Surgery By Robot Proxy

A Tennessee hospital, Baptist Hospital West, has the distinction of being the first West Knox County hospital to get outfitted with robotic surgery equipment. The hospital has already begun to perform robotic surgeries as of January 2010. Dr. Stephanie Cross from the hospital's Women's Care Group was enthusiastic, "It's the coolest thing I've ever seen."

The robotic surgical equipment can be employed in a variety of surgeries but according to Cross, has especial qualities that make it suitable for gynecological surgeries such as ovarian cyst removal, hysterectomy, myomectomy, and in general, the various types of surgery related to endometriosis.

Happy Patients

Dr. Cross explained that the advantage from a gynecological standpoint is in performing delicate surgeries that would have otherwise required a large incision, and further states that just about any surgical situation can be tackled with the equipment. If the doctors are happy, the patients should be even happier since the patient benefits of robotic surgery are numerous: smaller incisions, reduced pain, lowered risk of infection, shorter stays in the hospital and speedier recovery time. Cross said that the equipment will make a very big difference on all scores and predicts that within a few years, no one will be seeing those big incisions of yesteryear.

In robotic surgery, robotic arms make the incisions and perform the surgeries but there is a surgeon in the operating room at all times, operating the machine through the use of remote controls.

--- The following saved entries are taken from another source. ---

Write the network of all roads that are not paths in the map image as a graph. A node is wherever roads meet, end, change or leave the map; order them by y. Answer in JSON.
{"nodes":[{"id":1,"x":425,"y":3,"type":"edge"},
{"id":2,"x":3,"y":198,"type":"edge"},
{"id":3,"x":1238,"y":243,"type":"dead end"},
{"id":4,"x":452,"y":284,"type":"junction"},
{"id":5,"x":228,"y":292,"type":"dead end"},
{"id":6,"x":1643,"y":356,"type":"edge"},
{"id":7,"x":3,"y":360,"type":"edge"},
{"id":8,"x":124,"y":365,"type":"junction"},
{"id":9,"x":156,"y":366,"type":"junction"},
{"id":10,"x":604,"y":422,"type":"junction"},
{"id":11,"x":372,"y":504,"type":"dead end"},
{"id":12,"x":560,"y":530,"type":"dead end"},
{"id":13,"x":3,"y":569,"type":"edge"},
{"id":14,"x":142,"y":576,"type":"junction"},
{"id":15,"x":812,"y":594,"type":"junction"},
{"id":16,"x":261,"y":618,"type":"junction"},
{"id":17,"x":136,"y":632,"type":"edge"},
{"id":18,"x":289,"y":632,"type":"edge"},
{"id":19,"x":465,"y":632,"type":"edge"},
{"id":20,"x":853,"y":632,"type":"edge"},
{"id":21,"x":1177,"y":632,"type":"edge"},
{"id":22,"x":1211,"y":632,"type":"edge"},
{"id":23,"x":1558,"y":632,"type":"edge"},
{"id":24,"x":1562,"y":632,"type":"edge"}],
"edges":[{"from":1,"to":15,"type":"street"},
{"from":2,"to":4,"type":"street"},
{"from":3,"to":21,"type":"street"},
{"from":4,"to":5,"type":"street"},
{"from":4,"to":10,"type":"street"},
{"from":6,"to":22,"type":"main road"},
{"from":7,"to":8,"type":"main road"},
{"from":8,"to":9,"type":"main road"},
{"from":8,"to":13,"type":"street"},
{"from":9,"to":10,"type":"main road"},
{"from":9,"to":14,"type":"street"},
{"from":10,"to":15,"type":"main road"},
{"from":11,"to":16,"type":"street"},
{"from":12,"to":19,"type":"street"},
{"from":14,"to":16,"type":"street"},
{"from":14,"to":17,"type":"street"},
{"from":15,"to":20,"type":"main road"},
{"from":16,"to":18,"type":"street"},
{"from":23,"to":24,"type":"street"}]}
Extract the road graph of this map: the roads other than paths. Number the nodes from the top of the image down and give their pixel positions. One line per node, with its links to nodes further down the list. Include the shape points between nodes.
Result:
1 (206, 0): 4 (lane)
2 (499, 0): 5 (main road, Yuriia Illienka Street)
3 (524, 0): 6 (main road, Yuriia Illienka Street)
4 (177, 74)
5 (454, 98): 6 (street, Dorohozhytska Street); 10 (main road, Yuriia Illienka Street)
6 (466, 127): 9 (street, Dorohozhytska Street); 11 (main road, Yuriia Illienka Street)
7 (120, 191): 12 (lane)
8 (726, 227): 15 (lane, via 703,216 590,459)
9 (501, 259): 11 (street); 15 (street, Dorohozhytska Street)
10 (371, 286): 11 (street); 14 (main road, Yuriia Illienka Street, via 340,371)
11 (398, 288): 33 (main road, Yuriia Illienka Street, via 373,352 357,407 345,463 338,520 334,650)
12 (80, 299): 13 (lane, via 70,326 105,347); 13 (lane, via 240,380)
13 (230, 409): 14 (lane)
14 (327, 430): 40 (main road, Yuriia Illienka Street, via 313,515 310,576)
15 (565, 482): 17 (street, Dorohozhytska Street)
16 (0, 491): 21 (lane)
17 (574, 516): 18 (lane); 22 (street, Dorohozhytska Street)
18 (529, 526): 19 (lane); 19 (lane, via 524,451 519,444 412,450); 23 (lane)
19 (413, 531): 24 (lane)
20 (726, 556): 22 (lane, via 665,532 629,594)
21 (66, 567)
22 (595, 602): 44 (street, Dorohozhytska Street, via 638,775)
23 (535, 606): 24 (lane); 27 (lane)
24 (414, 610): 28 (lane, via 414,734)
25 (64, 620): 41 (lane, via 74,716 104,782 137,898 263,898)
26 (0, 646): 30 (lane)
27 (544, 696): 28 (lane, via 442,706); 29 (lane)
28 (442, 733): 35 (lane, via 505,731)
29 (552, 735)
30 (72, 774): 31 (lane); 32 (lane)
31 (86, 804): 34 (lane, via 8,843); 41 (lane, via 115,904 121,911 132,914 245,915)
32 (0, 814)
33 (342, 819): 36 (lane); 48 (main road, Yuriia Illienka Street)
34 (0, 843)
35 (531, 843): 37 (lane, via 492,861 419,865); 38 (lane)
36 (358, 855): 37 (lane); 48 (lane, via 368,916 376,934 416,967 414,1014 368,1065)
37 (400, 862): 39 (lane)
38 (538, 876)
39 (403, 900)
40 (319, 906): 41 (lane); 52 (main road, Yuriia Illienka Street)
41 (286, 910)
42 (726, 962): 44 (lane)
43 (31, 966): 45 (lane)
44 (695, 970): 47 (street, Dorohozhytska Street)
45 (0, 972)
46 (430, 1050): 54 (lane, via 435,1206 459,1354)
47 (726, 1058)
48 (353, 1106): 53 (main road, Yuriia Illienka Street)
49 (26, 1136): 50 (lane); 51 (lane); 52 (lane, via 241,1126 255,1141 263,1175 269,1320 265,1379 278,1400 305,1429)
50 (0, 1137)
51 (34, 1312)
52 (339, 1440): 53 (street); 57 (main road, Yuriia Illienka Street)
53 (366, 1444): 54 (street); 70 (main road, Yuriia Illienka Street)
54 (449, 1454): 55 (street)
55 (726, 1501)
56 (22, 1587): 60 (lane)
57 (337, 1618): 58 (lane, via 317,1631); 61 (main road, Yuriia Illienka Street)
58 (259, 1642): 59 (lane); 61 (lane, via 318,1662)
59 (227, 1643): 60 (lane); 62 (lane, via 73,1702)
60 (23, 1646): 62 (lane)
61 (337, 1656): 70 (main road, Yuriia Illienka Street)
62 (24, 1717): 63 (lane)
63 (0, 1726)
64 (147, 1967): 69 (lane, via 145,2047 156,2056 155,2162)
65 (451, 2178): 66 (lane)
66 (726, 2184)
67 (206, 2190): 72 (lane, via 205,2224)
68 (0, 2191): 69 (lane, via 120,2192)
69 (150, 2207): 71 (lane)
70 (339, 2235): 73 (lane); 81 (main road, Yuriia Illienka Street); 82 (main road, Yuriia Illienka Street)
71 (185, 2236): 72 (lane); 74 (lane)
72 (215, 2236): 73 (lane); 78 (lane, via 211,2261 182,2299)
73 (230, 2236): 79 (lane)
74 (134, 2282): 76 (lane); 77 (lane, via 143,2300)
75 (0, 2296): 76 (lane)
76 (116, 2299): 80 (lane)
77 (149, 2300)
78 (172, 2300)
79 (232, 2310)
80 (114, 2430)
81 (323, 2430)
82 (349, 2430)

The robotic arms are maneuvered toward the patient's abdomen and the port sites are chosen based upon the patient's anatomy. The surgeon directs the arms to create small incisions after which trocars or small tubes are inserted.

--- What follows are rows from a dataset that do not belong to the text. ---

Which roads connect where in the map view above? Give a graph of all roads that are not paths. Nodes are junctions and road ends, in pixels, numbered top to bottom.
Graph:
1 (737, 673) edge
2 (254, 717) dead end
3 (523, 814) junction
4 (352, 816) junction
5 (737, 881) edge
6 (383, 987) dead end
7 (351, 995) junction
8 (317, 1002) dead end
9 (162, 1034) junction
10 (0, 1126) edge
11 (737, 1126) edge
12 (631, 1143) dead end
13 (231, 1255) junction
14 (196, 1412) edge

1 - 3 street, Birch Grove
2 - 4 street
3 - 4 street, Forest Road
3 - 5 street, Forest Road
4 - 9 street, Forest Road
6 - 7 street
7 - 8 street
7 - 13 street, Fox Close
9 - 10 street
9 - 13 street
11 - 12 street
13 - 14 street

"Then I dock the robotic arms to those little tubes, and once you have those docked, you insert the instruments through those sleeves. … At that point, I go over to the console, and it sort of looks like a video game," says Cross who explains that she is sitting at a console using foot pedals to control the equipment's energy sources.

Complete Control

She has complete control over the position of the camera and can mimic the same surgical motions she has always made. Meanwhile, there is a camera to provide a three dimensional view of the patient and equipment that allows the surgical instruments seven degrees of motion; giving a much wider range of motion than is afforded by even laparoscopic surgery. In laparoscopic surgery, there is the benefit of tiny incisions, but the instruments have a very limited range and the cameras can't project images in 3D.